EXERCISE DETAILS.
From the data below, copy each line that includes the word "Right".
BEGIN SOURCE RECORDS
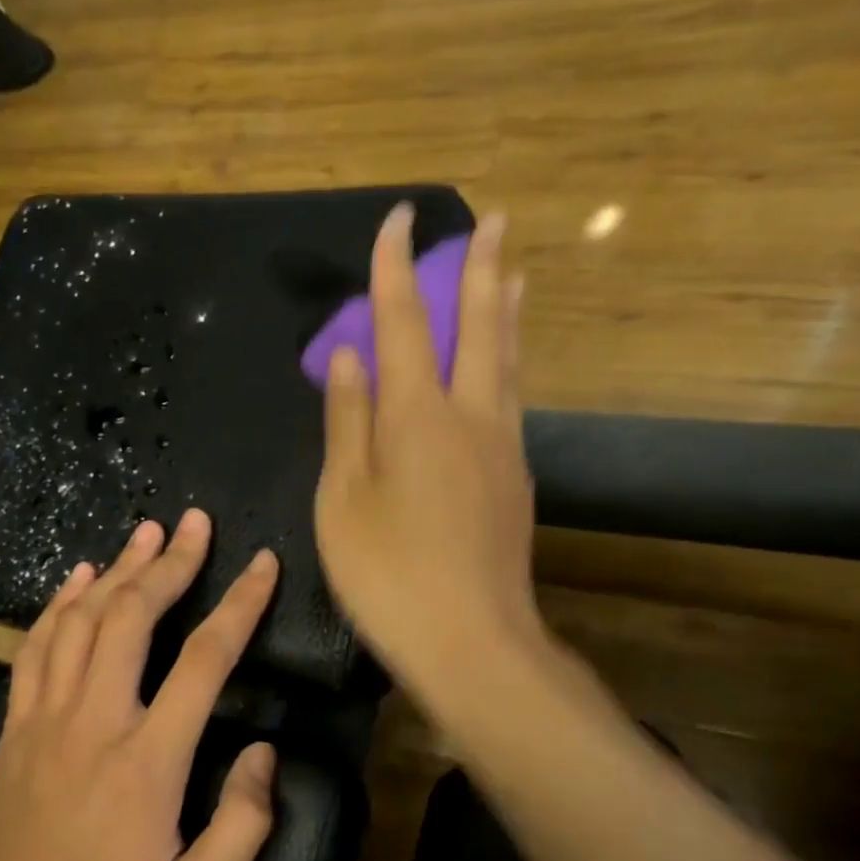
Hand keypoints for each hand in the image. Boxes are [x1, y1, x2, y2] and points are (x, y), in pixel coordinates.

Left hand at [0, 509, 280, 860]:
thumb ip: (242, 827)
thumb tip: (264, 752)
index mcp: (147, 761)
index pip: (204, 659)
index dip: (239, 604)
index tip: (262, 564)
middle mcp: (94, 723)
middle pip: (132, 617)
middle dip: (170, 562)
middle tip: (194, 522)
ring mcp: (45, 722)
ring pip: (80, 621)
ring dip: (117, 570)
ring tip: (146, 532)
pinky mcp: (15, 732)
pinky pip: (35, 649)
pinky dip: (58, 605)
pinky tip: (77, 578)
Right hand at [315, 203, 540, 690]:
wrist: (472, 641)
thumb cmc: (389, 575)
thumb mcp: (344, 500)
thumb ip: (348, 422)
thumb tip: (349, 357)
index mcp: (417, 416)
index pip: (405, 322)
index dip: (396, 267)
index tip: (399, 219)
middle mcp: (470, 416)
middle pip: (478, 326)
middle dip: (480, 268)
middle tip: (493, 220)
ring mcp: (502, 447)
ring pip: (507, 361)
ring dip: (506, 310)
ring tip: (513, 274)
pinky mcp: (515, 479)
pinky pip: (511, 399)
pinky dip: (507, 362)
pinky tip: (503, 366)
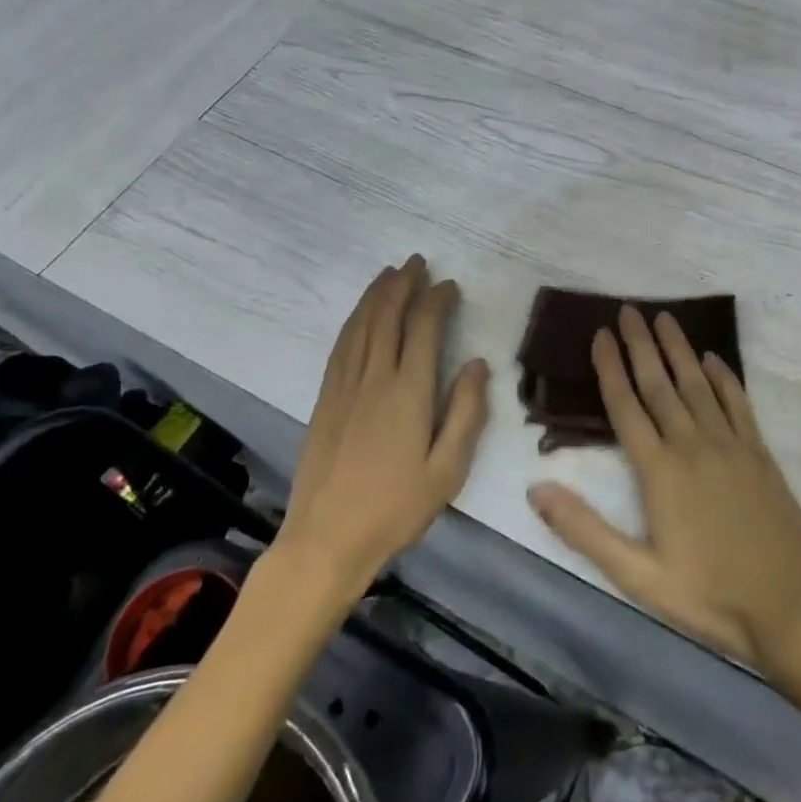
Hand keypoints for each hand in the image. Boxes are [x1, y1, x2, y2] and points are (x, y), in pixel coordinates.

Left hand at [277, 255, 489, 594]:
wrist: (325, 540)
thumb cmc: (395, 509)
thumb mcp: (447, 470)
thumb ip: (466, 413)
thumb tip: (476, 363)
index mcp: (407, 392)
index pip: (422, 329)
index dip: (436, 300)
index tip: (449, 284)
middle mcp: (373, 378)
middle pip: (386, 317)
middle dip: (402, 284)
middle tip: (416, 261)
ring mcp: (343, 387)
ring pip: (359, 326)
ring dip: (375, 295)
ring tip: (389, 274)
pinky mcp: (324, 400)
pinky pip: (340, 346)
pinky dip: (353, 321)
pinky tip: (359, 316)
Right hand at [526, 306, 800, 672]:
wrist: (795, 606)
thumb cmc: (711, 595)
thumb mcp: (639, 576)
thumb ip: (586, 530)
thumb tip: (536, 489)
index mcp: (660, 471)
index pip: (627, 406)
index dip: (610, 368)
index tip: (600, 334)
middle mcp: (693, 445)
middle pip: (661, 384)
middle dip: (641, 345)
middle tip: (629, 310)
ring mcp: (731, 445)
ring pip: (698, 384)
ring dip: (679, 349)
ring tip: (665, 319)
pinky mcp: (759, 453)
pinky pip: (737, 402)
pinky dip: (724, 376)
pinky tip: (715, 359)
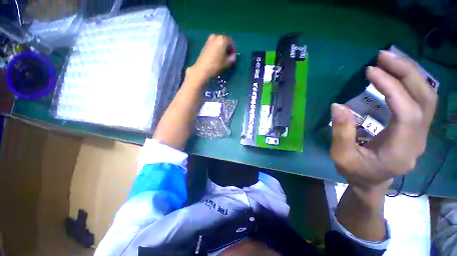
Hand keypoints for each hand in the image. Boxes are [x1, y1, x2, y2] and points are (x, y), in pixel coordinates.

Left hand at [190, 34, 236, 80]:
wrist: (202, 69)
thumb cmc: (216, 65)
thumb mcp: (227, 63)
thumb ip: (232, 58)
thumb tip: (233, 56)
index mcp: (222, 39)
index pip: (231, 42)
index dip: (233, 49)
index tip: (233, 57)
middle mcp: (216, 37)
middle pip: (224, 41)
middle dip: (227, 48)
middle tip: (228, 56)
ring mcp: (209, 40)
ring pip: (218, 43)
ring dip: (221, 48)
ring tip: (222, 57)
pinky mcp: (205, 45)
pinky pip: (213, 45)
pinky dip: (216, 49)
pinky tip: (216, 57)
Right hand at [330, 51, 437, 189]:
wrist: (371, 181)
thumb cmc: (355, 171)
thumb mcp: (341, 156)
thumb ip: (341, 133)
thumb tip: (337, 106)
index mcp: (400, 150)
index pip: (408, 113)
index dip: (393, 88)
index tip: (371, 71)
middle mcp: (418, 140)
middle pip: (426, 100)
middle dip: (407, 73)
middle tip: (384, 56)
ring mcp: (421, 133)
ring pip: (428, 97)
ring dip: (411, 74)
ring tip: (390, 60)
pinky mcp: (417, 128)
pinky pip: (422, 100)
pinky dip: (411, 83)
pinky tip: (397, 74)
END SOURCE RECORDS
TASK OUTPUT.
Right hand at [315, 203, 540, 690]:
Right hand at [526, 306, 800, 672]:
Right hand at [330, 51, 437, 189]:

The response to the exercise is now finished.